**Assigned task**
I'd like the entries repeated exactly, pictures omitted.

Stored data
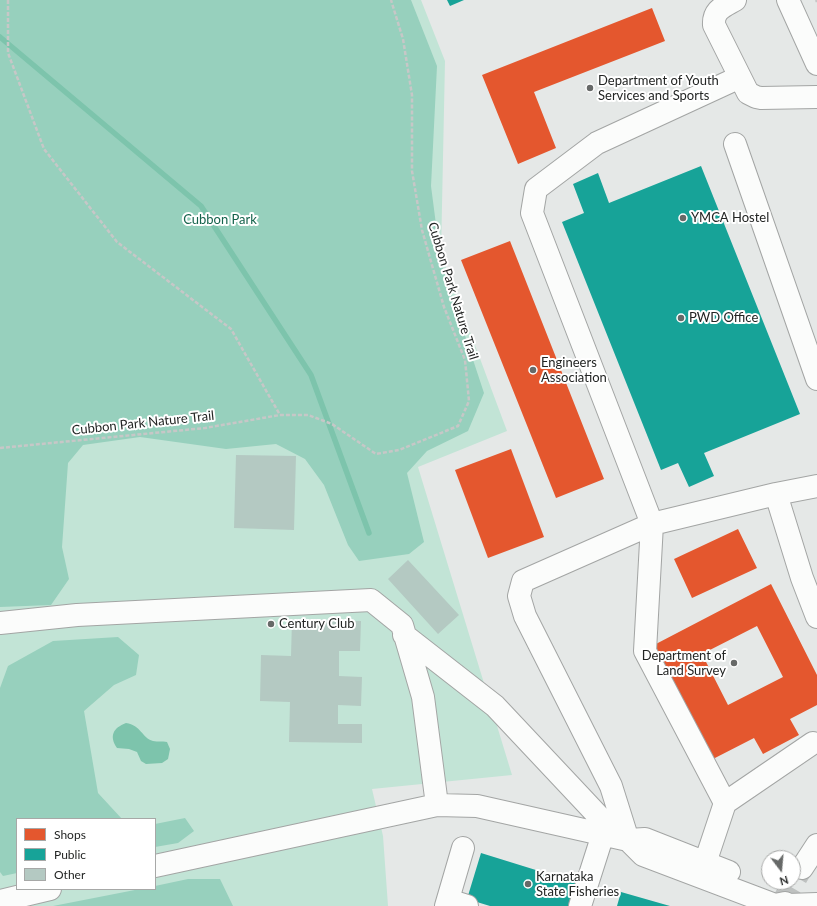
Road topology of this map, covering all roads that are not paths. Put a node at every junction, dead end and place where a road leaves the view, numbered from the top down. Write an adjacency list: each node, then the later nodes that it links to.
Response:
1 (735, 0): 4 (street)
2 (788, 0): 3 (street)
3 (814, 51)
4 (740, 77): 5 (street); 10 (street)
5 (817, 97)
6 (734, 144): 7 (street)
7 (817, 379)
8 (817, 486): 9 (street)
9 (776, 494): 10 (street); 11 (street)
10 (652, 524): 15 (street); 18 (street)
11 (817, 617)
12 (0, 623): 13 (street)
13 (404, 635): 16 (street); 17 (street)
14 (813, 743): 15 (street)
15 (725, 803): 21 (street)
16 (436, 806): 17 (street); 22 (street)
17 (603, 834): 18 (street); 29 (street)
18 (628, 840): 21 (street); 26 (street)
19 (817, 845): 23 (street)
20 (463, 848): 27 (street)
21 (706, 862): 26 (street)
22 (156, 866)
23 (802, 868)
24 (47, 890): 25 (street)
25 (10, 901)
26 (785, 903): 28 (street)
27 (454, 904)
28 (817, 904)
29 (580, 906)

**Finished task**
Road topology of this map, covering all roads that are not paths. Put a node at every junction, dead end and place where a road leaves the view, numbered from the top down. Write an adjacency list: each node, then the later nodes that it links to.
Response:
1 (735, 0): 4 (street)
2 (788, 0): 3 (street)
3 (814, 51)
4 (740, 77): 5 (street); 10 (street)
5 (817, 97)
6 (734, 144): 7 (street)
7 (817, 379)
8 (817, 486): 9 (street)
9 (776, 494): 10 (street); 11 (street)
10 (652, 524): 15 (street); 18 (street)
11 (817, 617)
12 (0, 623): 13 (street)
13 (404, 635): 16 (street); 17 (street)
14 (813, 743): 15 (street)
15 (725, 803): 21 (street)
16 (436, 806): 17 (street); 22 (street)
17 (603, 834): 18 (street); 29 (street)
18 (628, 840): 21 (street); 26 (street)
19 (817, 845): 23 (street)
20 (463, 848): 27 (street)
21 (706, 862): 26 (street)
22 (156, 866)
23 (802, 868)
24 (47, 890): 25 (street)
25 (10, 901)
26 (785, 903): 28 (street)
27 (454, 904)
28 (817, 904)
29 (580, 906)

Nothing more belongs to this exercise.